2009 CUSTOMER REVIEW
Although all of Ultimatum's four studio disks are worthwhile I feel 1995's SYMPHONIC EXTREMITIES and 1998's PUPPET OF DESTRUCTION have the best assortment of songs. (2002's THE MECHANICS of PERILOUS TIMES is their heaviest offering with a great primal drum sound, while 2007's INTO THE PIT features stellar songs like "Blood Covenant" and "Heart of Metal").
Ultimatum play a style that's rooted in traditional metal but with a thrashy, modern edge. It's a timeless style pure and simple. Although it's the songs themselves that standout on SYMPHONIC EXTREMITIES, the musicianship and vocals are certainly worth noting. The rhythm guitars are reminiscent of early Metallica and Exodus whereas the lead guitars are unschooled with a melodic haunting vibe (think Mercyful Fate). The drums & bass are professional and solid.
As for the vocals, people will likely either love or hate Scott Waters.

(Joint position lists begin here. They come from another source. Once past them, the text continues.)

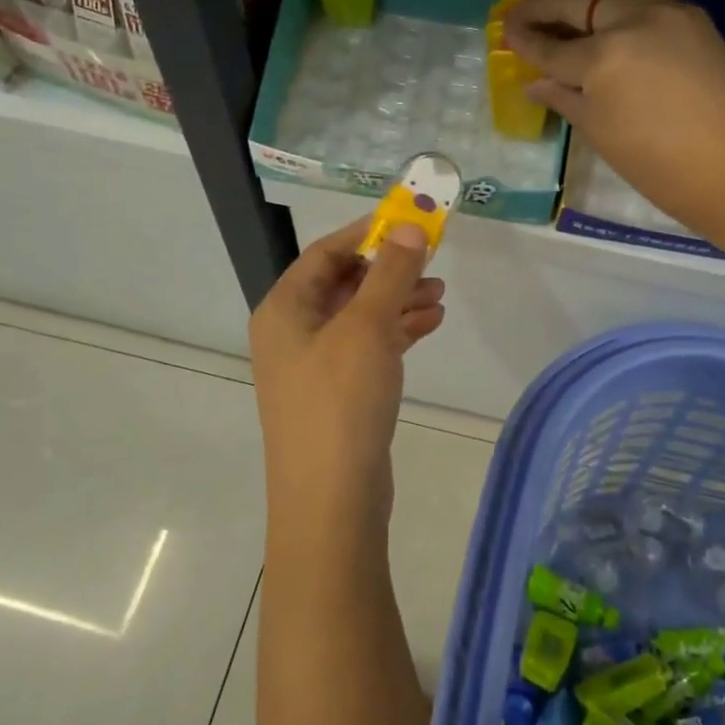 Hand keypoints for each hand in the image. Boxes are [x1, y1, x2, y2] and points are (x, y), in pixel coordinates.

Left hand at [250, 217, 445, 539]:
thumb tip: (409, 227)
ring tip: (440, 298)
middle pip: (343, 284)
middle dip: (389, 272)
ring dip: (397, 302)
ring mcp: (313, 367)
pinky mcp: (336, 395)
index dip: (367, 233)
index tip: (409, 223)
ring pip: (359, 318)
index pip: (324, 253)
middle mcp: (292, 333)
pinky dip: (396, 334)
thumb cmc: (341, 401)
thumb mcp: (367, 327)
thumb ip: (390, 273)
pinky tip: (429, 326)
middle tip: (433, 265)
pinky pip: (366, 349)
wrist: (331, 501)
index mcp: (284, 309)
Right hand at [504, 0, 724, 246]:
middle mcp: (634, 20)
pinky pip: (647, 3)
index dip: (526, 40)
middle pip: (583, 1)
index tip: (505, 30)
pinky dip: (621, 9)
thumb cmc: (656, 163)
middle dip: (549, 5)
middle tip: (523, 11)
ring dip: (587, 1)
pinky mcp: (696, 21)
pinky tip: (610, 25)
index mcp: (604, 56)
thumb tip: (537, 84)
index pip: (553, 45)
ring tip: (566, 14)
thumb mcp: (599, 131)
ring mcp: (670, 14)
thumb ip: (565, 98) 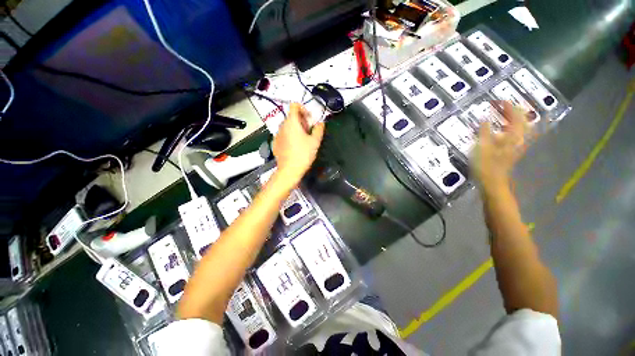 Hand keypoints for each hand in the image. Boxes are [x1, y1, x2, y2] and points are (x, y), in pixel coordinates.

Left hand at [272, 103, 324, 185]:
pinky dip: (289, 136)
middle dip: (301, 121)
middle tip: (308, 132)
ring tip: (302, 141)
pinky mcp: (275, 143)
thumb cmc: (303, 154)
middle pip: (292, 117)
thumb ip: (319, 129)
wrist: (289, 170)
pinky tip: (294, 147)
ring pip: (287, 126)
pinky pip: (283, 135)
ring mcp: (277, 135)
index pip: (294, 105)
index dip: (303, 109)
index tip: (309, 119)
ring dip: (295, 129)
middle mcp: (282, 126)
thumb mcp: (315, 142)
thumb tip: (320, 123)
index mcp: (291, 122)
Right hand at [471, 101, 527, 190]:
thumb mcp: (482, 147)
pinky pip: (513, 135)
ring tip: (503, 114)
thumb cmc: (486, 165)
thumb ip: (484, 131)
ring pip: (519, 128)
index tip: (498, 100)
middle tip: (503, 105)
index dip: (508, 106)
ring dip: (513, 119)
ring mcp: (516, 145)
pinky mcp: (511, 151)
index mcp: (513, 136)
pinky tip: (502, 129)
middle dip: (514, 111)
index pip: (515, 116)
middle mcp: (518, 139)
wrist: (493, 182)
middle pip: (522, 121)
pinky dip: (509, 128)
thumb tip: (484, 118)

On this recording he sounds like a mixture of Steve Souza, Dave Mustaine and Udo yet with his own unique flair. He sorta sounds like a snake if it became human and fronted a metal band (huh?). One great thing about Scott's vocals is that he is able to acclimate to the needs of the song and make it "work," if you know what I mean. Hence, although he's technically not a great singer like Dio, he utilizes his vocal talents in such a way that keeps the songs from being one-dimensional and boring. Dio, by contrast, has the unfortunate tendency to sound the same song to song.
SONG HIGHLIGHTS: SYMPHONIC EXTREMITIES is without a doubt Ultimatum's most experimental, creative disk. Although one riff in "Symphonic Extremities" (the song) is reminiscent of Metallica's "Ride the Lightning," on a whole it stands on its own. "The Killing Fields" is an incredible piece addressing abortion; talk about poignant! "E.N.D." is one of the most catchy, innovative metal pieces you'll likely ever hear; it overtly touches on suicidal feelings and salvation. "Black Light" addresses the deception of cults and is highlighted by an original, melodic and moving chorus. "Darkest Void" is another strong track. "Ode to Noise" is an avant-garde instrumental. "The Grip" is an emotionally stirring number about struggling with the evil within oneself (all of us can relate, huh?); it's highlighted by a potent chorus. "Magaton" is another stand out track with bass-driven stanzas and Udo-like vocals. "World of Sin" was originally a bonus track and a more recent version is featured on PUPPET OF DESTRUCTION. Regardless, "World of Sin" is a superb metal masterpiece. The two tracks I failed to mention -- "Fatal Delay" and "Blink" -- are okay but nothing noteworthy (a better-produced version of "Blink" is featured on INTO THE PIT).
The cd also features 3 bonus tracks: "Wickedness & Perdition" is an interesting 1993 demo featuring a more conventional vocal style. There's also a 1993 demo version of "Fatal Delay" and a great live rendition of "Greed Regime" from THE MECHANICS OF PERILOUS TIMES (the cd wrongly lists "Blink"). "Greed Regime" kicks total axx!
As you've probably noticed, the lyrical themes are different from the metal norm. You don't have to worry about well-worn material here like dungeons, dragons, horror-gore and silly sci-fi sheet (not that there's anything wrong with that). The lyrics address various interesting topics usually with a spiritual edge from a biblical standpoint.
Since SYMPHONIC EXTREMITIES is actually a compilation of two 5-song demos it has a very raw sound but, other than the guitars going slightly out of sync near the beginning of "E.N.D.", it sounds just fine. All the instruments & vocals are clear and mixed properly -- what more do ya want? I'd much rather hear my metal produced like this than overproduced like on Metallica's BLACK ALBUM.